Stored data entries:
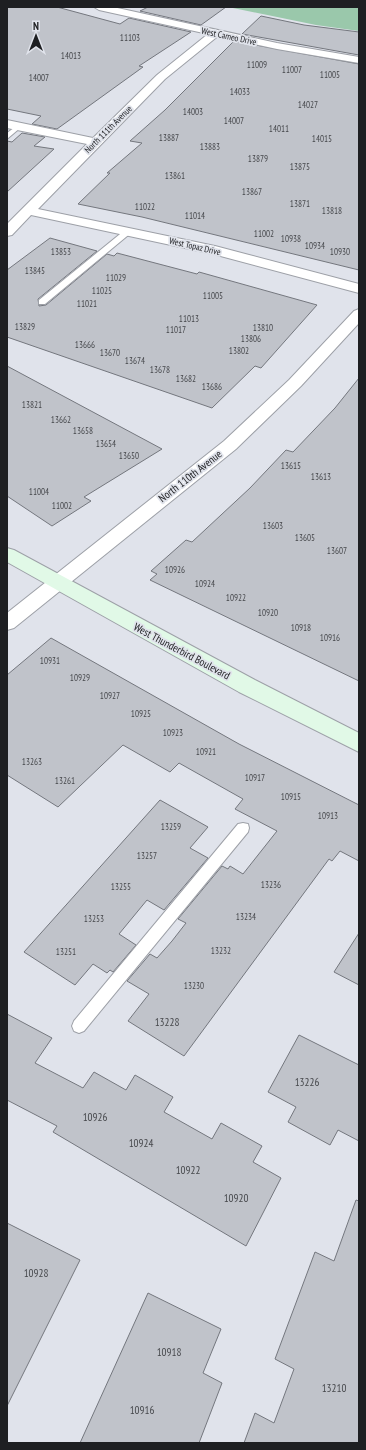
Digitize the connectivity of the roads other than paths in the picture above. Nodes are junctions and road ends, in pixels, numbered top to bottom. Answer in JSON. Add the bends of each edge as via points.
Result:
{"nodes":[{"id":1,"x":99,"y":7,"type":"edge"},
{"id":2,"x":216,"y":33,"type":"junction"},
{"id":3,"x":359,"y":60,"type":"edge"},
{"id":4,"x":12,"y":126,"type":"edge"},
{"id":5,"x":7,"y":137,"type":"edge"},
{"id":6,"x":95,"y":142,"type":"junction"},
{"id":7,"x":30,"y":211,"type":"junction"},
{"id":8,"x":7,"y":232,"type":"edge"},
{"id":9,"x":128,"y":232,"type":"junction"},
{"id":10,"x":359,"y":289,"type":"edge"},
{"id":11,"x":42,"y":302,"type":"dead end"},
{"id":12,"x":359,"y":314,"type":"edge"},
{"id":13,"x":7,"y":554,"type":"edge"},
{"id":14,"x":59,"y":583,"type":"junction"},
{"id":15,"x":7,"y":624,"type":"edge"},
{"id":16,"x":359,"y":743,"type":"edge"},
{"id":17,"x":243,"y":828,"type":"dead end"},
{"id":18,"x":79,"y":1026,"type":"dead end"}],
"edges":[{"from":1,"to":2,"type":"street","name":"West Cameo Drive"},
{"from":2,"to":3,"type":"street","name":"West Cameo Drive"},
{"from":2,"to":6,"type":"street","name":"North 111th Avenue","via":[[160,77]]},
{"from":4,"to":5,"type":"lane"},
{"from":4,"to":6,"type":"street"},
{"from":6,"to":7,"type":"street","name":"North 111th Avenue"},
{"from":7,"to":8,"type":"street","name":"North 111th Avenue"},
{"from":7,"to":9,"type":"street","name":"West Topaz Drive"},
{"from":9,"to":10,"type":"street","name":"West Topaz Drive","via":[[215,250]]},
{"from":9,"to":11,"type":"lane"},
{"from":12,"to":14,"type":"street","name":"North 110th Avenue","via":[[295,383],[230,445]]},
{"from":13,"to":14,"type":"street","name":"West Thunderbird Boulevard"},
{"from":14,"to":15,"type":"street","name":"North 110th Avenue"},
{"from":14,"to":16,"type":"street","name":"West Thunderbird Boulevard","via":[[240,682]]},
{"from":17,"to":18,"type":"lane"}]}
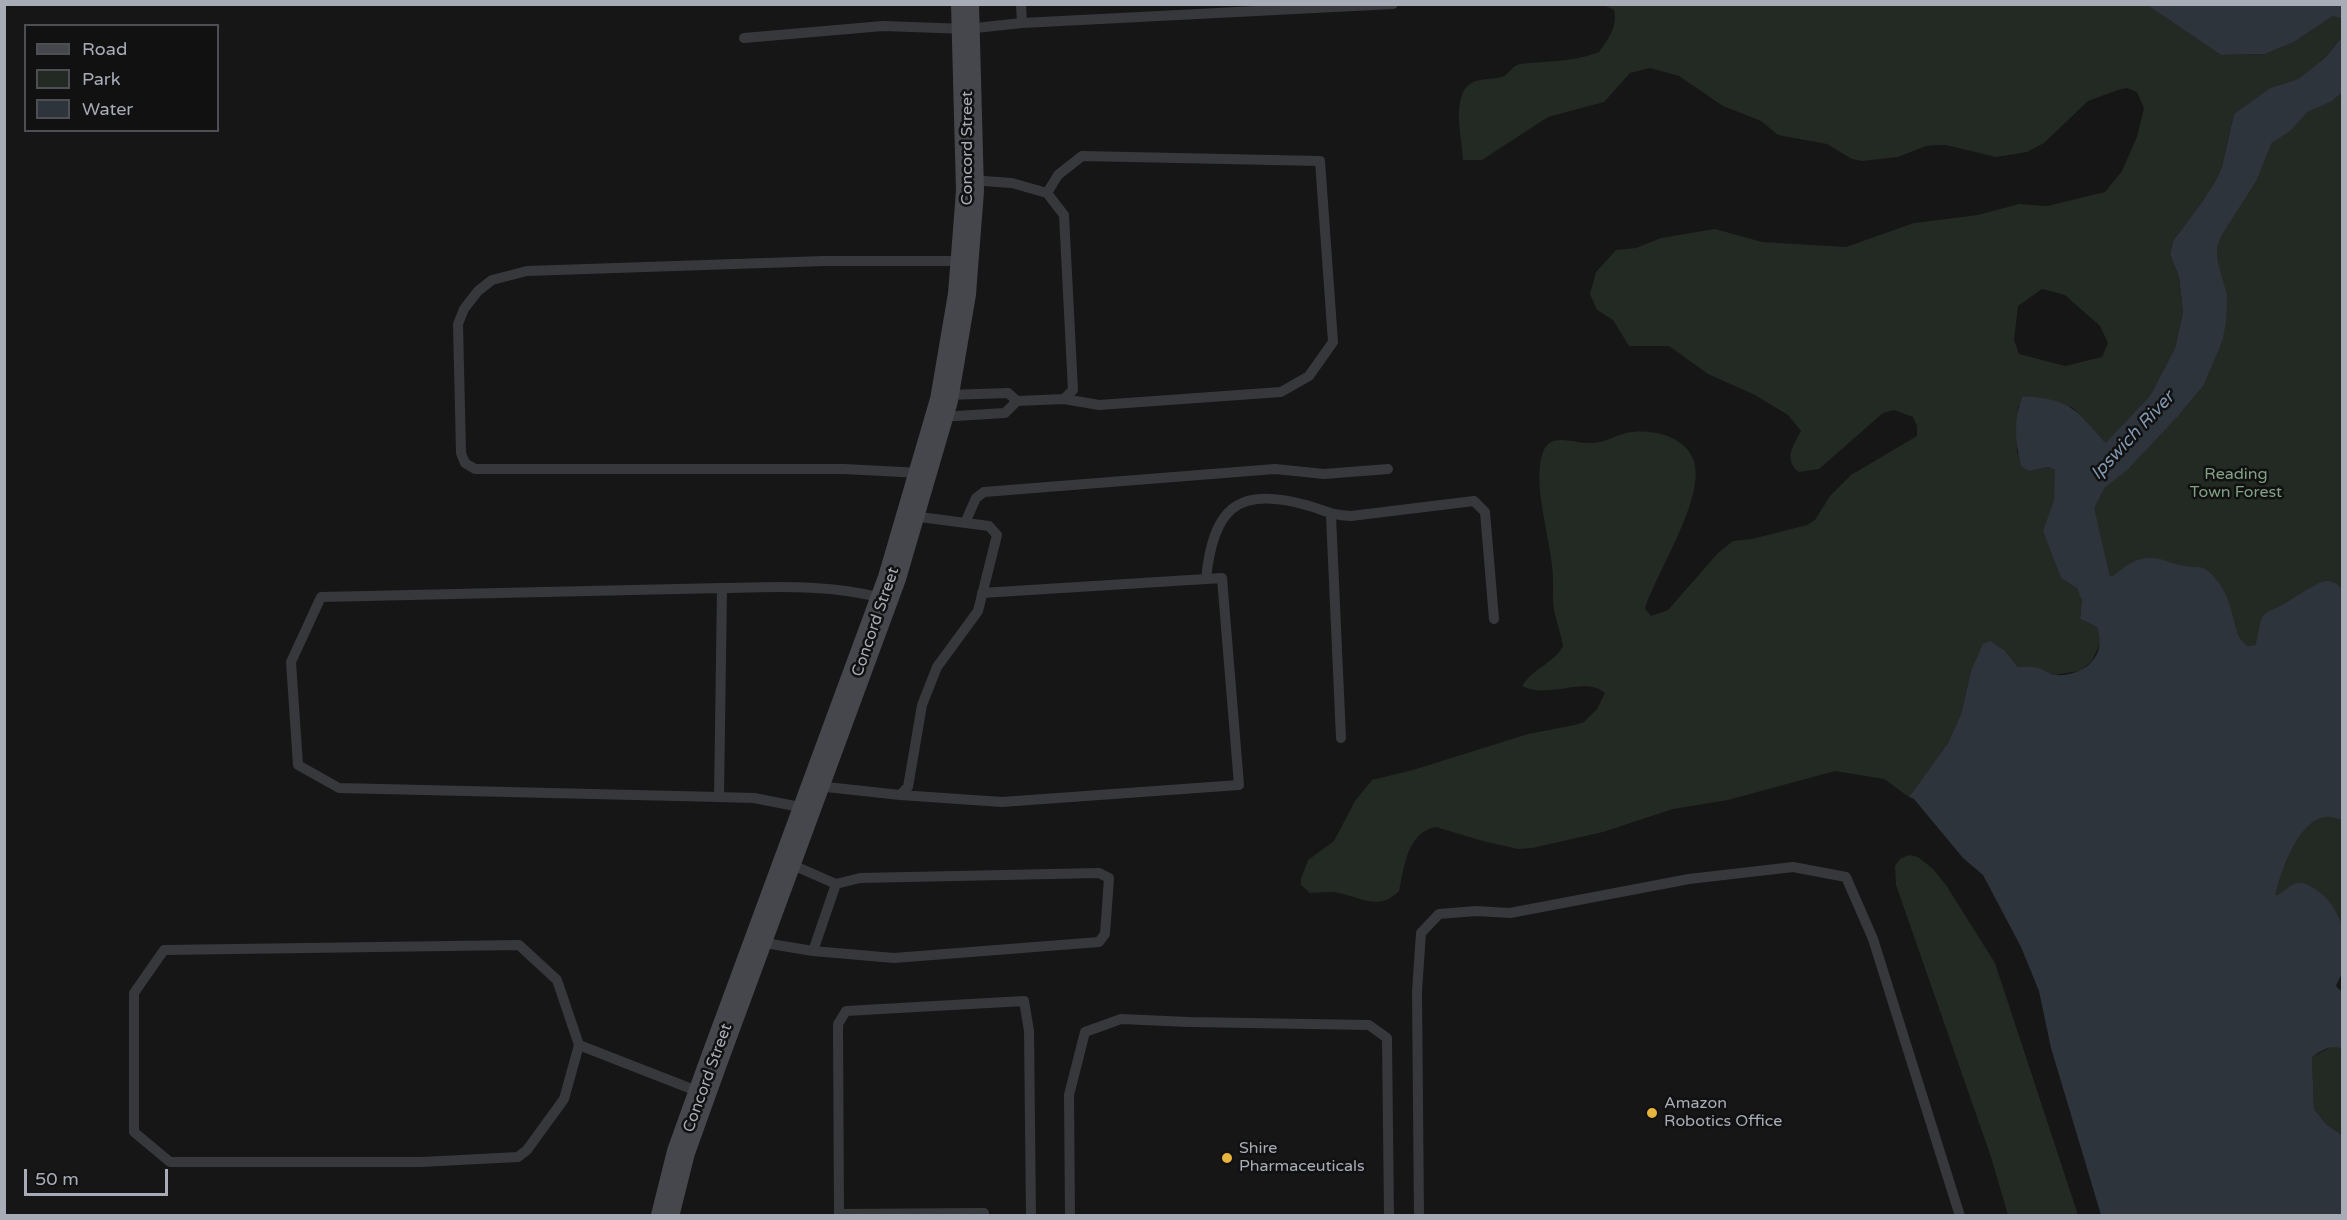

#### [Directions]
Using the entries above, state how many lines include the word "lane", with no other words.

#### [Solution to this exercise]
3